Start of THE DATA

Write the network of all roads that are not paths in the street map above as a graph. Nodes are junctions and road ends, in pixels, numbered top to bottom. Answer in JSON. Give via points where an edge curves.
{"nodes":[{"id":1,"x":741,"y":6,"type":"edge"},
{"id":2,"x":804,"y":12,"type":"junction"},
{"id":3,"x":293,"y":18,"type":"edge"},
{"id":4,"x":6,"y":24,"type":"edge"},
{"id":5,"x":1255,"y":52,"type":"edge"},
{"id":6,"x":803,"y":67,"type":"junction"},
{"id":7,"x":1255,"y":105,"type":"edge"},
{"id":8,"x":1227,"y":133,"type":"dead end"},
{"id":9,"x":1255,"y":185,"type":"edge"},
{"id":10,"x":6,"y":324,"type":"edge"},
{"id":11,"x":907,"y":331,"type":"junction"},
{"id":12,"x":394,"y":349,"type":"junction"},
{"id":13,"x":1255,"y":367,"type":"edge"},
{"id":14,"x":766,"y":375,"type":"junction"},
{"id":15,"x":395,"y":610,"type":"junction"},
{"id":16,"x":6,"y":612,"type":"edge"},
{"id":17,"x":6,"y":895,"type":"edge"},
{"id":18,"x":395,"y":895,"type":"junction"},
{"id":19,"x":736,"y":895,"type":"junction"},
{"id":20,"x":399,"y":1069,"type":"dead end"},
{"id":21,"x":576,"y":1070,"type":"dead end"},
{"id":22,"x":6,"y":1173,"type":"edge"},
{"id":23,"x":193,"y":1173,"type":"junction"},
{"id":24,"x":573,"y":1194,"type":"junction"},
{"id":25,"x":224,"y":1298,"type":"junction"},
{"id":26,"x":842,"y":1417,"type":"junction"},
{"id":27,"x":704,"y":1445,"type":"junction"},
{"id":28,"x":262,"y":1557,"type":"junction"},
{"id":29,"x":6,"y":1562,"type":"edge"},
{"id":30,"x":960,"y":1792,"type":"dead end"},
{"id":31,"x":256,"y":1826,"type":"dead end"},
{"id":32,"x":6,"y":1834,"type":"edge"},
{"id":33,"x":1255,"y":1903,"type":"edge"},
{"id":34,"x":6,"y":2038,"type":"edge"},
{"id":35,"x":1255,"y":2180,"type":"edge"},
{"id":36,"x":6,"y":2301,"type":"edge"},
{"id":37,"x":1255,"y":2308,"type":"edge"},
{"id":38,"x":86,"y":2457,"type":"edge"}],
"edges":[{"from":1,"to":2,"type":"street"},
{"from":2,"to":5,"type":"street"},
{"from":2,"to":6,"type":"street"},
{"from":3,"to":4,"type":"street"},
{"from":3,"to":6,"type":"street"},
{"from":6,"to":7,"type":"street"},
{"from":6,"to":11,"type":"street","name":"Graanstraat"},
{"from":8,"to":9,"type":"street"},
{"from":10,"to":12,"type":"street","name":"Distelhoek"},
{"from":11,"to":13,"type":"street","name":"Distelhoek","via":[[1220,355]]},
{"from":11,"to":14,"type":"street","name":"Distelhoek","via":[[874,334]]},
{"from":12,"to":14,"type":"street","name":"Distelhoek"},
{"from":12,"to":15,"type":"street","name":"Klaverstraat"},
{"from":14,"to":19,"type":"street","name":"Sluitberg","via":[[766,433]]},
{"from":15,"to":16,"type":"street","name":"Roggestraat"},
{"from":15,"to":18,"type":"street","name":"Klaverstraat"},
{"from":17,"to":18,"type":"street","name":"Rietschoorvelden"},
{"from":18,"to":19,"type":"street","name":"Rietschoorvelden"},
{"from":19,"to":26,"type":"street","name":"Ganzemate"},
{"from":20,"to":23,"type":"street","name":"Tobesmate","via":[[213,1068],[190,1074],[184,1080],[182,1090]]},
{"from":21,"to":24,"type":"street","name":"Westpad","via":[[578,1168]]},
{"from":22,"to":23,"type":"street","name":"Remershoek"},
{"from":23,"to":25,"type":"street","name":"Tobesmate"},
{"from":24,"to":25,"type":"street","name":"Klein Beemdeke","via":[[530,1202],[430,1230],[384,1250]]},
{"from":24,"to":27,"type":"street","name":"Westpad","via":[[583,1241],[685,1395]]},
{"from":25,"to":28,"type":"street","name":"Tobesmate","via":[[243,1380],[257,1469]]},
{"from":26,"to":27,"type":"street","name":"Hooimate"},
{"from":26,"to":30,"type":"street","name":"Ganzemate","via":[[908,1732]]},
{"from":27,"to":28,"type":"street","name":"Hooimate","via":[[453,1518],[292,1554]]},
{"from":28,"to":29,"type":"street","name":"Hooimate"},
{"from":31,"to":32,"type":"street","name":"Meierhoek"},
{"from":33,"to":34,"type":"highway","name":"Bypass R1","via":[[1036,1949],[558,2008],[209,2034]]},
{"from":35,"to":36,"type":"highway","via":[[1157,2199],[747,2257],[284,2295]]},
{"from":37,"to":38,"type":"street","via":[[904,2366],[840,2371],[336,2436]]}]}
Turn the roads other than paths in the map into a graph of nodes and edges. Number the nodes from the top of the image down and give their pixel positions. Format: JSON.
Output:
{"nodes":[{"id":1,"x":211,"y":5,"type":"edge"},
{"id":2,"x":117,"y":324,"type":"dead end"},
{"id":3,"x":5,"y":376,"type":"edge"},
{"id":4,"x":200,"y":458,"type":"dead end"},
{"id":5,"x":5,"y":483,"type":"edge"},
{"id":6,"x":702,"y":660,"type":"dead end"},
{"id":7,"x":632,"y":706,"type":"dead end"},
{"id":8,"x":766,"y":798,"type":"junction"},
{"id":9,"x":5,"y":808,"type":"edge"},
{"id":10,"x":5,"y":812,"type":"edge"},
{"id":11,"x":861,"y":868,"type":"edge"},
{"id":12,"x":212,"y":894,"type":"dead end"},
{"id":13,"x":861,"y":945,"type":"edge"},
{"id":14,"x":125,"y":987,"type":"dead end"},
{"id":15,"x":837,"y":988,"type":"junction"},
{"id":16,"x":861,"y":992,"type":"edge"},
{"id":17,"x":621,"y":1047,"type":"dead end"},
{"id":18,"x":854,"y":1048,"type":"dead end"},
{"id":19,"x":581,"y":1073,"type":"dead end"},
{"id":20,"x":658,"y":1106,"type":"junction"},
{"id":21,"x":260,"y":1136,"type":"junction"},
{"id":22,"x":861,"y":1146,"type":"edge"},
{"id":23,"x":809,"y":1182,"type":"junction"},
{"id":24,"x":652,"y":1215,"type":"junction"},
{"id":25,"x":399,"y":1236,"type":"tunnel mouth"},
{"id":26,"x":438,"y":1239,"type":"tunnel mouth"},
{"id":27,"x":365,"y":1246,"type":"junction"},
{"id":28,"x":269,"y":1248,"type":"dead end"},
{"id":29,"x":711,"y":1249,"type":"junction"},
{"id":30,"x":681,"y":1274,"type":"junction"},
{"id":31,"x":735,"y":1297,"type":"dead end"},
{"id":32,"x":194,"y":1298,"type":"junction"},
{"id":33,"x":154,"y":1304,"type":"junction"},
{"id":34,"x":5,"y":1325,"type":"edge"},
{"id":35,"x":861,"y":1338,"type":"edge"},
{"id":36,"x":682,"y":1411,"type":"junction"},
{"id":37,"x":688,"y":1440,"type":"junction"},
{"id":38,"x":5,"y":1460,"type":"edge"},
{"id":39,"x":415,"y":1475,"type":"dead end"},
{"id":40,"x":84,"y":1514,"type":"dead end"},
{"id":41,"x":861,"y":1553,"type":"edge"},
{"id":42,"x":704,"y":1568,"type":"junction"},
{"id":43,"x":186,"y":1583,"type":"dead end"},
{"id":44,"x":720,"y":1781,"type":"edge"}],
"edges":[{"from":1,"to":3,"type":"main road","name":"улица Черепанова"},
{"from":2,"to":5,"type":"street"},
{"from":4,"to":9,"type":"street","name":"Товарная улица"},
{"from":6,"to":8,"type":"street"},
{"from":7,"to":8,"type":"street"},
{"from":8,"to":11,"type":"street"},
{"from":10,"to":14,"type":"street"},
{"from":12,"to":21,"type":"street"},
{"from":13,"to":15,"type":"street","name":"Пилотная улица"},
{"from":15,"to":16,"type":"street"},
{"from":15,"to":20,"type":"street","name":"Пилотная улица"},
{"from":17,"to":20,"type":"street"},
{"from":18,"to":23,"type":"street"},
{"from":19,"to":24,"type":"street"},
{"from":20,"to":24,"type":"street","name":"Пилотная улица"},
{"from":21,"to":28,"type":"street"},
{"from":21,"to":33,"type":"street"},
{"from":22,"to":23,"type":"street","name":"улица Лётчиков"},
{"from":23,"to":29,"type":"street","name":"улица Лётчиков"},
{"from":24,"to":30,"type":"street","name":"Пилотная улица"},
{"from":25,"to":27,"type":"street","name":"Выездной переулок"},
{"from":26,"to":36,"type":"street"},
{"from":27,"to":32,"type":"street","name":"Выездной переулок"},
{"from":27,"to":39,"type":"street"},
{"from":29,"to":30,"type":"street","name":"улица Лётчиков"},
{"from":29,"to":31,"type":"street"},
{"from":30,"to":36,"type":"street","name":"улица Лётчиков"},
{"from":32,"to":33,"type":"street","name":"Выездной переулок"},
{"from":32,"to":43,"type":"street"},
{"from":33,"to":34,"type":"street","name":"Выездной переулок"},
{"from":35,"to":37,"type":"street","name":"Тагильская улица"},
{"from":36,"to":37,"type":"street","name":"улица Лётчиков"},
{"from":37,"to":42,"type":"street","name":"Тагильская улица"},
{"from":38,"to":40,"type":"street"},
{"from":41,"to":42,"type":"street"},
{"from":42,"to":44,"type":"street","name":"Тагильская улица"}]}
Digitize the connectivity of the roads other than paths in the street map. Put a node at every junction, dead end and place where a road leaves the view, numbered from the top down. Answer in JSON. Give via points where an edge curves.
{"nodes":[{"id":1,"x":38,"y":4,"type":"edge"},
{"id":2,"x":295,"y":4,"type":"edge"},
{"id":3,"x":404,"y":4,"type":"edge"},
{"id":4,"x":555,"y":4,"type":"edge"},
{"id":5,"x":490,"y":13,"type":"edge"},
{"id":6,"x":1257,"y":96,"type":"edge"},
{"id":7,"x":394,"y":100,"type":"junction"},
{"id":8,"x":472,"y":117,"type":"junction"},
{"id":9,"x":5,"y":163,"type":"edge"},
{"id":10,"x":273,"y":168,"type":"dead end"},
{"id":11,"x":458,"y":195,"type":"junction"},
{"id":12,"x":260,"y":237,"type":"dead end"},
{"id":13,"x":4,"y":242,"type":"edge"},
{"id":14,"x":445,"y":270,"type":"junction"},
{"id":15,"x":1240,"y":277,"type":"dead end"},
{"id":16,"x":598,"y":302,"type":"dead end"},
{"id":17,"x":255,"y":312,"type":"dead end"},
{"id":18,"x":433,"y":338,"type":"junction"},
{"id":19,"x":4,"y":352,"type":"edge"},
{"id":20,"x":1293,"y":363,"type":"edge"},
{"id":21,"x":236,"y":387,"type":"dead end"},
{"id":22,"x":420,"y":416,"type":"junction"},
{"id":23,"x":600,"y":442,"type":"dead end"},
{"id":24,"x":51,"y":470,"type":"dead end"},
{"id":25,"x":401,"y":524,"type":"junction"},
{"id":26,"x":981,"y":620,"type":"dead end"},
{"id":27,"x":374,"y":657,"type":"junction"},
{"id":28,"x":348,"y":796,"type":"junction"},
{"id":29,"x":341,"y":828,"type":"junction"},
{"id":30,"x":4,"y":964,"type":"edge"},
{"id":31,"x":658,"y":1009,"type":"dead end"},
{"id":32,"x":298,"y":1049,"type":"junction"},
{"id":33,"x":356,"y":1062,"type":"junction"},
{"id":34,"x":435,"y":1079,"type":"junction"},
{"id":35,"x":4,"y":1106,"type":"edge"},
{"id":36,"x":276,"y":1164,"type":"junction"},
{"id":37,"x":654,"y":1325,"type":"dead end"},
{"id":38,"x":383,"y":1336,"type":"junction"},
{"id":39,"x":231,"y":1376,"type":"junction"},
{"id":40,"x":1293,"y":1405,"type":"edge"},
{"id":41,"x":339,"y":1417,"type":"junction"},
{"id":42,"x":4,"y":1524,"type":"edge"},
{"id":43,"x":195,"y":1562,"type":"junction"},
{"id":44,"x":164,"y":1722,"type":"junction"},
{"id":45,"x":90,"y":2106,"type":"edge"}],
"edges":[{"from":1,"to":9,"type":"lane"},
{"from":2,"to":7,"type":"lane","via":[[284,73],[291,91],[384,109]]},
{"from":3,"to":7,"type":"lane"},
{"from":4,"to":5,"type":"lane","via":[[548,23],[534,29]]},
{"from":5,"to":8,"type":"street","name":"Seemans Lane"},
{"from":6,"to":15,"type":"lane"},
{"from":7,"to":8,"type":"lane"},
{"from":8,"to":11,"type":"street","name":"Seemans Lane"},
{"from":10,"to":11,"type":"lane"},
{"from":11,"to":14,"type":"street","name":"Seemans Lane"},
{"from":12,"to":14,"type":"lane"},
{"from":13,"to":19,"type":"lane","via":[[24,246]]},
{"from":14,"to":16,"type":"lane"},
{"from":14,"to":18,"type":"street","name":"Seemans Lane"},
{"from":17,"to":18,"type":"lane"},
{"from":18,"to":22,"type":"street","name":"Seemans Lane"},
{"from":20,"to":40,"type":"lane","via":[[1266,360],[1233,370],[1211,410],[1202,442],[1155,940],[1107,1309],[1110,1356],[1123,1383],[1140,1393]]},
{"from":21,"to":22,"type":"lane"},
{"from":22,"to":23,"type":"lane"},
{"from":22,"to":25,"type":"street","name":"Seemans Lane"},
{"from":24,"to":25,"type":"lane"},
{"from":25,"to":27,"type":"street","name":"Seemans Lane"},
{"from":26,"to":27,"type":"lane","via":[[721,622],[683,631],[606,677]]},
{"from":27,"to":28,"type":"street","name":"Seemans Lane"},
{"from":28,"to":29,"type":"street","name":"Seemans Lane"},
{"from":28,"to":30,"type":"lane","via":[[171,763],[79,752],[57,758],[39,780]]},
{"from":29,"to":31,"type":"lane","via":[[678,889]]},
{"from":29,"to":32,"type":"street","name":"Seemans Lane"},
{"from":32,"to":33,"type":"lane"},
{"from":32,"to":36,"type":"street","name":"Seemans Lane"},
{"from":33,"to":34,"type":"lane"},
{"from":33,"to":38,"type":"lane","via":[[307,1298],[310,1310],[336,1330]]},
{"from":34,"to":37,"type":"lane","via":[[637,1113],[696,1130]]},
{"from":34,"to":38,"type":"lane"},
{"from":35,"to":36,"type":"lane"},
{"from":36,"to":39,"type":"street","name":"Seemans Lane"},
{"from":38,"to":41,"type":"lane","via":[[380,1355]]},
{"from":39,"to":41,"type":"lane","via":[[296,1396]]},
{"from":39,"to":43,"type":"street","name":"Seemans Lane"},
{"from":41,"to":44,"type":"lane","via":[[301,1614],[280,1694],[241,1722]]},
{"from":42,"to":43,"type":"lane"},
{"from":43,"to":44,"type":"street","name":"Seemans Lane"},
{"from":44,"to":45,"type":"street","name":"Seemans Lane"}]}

End of THE DATA

Lines containing the string "Distelhoek" are the ones to copy from the entries above.

◆ **OUTPUT BELOW**
{"from":10,"to":12,"type":"street","name":"Distelhoek"},
{"from":11,"to":13,"type":"street","name":"Distelhoek","via":[[1220,355]]},
{"from":11,"to":14,"type":"street","name":"Distelhoek","via":[[874,334]]},
{"from":12,"to":14,"type":"street","name":"Distelhoek"},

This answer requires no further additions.